Print the records below verbatim.

## Recorded information:
╔══
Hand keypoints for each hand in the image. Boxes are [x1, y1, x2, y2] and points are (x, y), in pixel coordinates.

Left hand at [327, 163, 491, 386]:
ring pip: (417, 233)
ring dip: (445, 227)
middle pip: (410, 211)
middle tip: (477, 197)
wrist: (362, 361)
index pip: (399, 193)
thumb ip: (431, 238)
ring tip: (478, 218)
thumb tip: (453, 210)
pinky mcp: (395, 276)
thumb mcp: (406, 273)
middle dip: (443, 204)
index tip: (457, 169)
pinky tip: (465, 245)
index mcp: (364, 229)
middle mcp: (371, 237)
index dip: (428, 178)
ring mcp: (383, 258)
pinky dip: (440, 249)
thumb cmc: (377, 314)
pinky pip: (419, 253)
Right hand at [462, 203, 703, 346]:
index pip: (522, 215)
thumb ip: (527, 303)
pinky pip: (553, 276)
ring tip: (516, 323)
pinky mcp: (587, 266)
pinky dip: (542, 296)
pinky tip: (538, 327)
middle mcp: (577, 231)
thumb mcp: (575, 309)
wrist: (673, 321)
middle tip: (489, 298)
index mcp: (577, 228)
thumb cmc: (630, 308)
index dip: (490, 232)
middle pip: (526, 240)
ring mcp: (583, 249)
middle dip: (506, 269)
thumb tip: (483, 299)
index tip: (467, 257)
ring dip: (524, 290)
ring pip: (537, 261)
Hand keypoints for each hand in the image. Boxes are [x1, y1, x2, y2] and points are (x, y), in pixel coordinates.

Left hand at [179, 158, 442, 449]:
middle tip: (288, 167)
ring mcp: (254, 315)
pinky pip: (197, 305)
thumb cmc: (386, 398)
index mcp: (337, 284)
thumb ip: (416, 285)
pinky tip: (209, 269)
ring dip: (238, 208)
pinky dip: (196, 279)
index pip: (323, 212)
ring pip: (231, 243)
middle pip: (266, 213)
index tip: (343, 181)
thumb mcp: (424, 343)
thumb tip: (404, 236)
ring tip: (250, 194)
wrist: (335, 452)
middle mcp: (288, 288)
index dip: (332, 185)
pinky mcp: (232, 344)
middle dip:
╚══
## Output below:
Hand keypoints for each hand in the image. Boxes are [x1, y1, x2, y2] and points are (x, y), in pixel coordinates.

Left hand at [327, 163, 491, 386]:
ring pip: (417, 233)
ring dip: (445, 227)
middle pip: (410, 211)
middle tip: (477, 197)
wrist: (362, 361)
index pip: (399, 193)
thumb ip: (431, 238)
ring tip: (478, 218)
thumb tip: (453, 210)
pinky mcp: (395, 276)
thumb mcp: (406, 273)
middle dip: (443, 204)
index tip: (457, 169)
pinky tip: (465, 245)
index mcp: (364, 229)
middle mcp: (371, 237)
index dip: (428, 178)
ring mcp: (383, 258)
pinky dip: (440, 249)
thumb cmc: (377, 314)
pinky pip: (419, 253)
Right hand at [462, 203, 703, 346]:
index pip: (522, 215)
thumb ip: (527, 303)
pinky pip: (553, 276)
ring tip: (516, 323)
pinky mcp: (587, 266)
pinky dip: (542, 296)
pinky tip: (538, 327)
middle mcp: (577, 231)
thumb mcp: (575, 309)
wrist: (673, 321)
middle tip: (489, 298)
index mcp: (577, 228)
thumb cmc: (630, 308)
index dip: (490, 232)
middle pip: (526, 240)
ring mcp: (583, 249)
middle dip: (506, 269)
thumb tip: (483, 299)
index tip: (467, 257)
ring dip: (524, 290)
ring pip: (537, 261)
Hand keypoints for each hand in the image. Boxes are [x1, y1, x2, y2] and points are (x, y), in pixel coordinates.

Left hand at [179, 158, 442, 449]:
middle tip: (288, 167)
ring mcp: (254, 315)
pinky pip: (197, 305)
thumb cmc: (386, 398)
index mcp: (337, 284)
thumb ip: (416, 285)
pinky tip: (209, 269)
ring dip: (238, 208)
pinky dip: (196, 279)
index pip: (323, 212)
ring pip: (231, 243)
middle pip: (266, 213)
index tip: (343, 181)
thumb mcp: (424, 343)
thumb tip: (404, 236)
ring tip: (250, 194)
wrist: (335, 452)
middle mcp: (288, 288)
index dip: (332, 185)
pinky mcp: (232, 344)
middle dip:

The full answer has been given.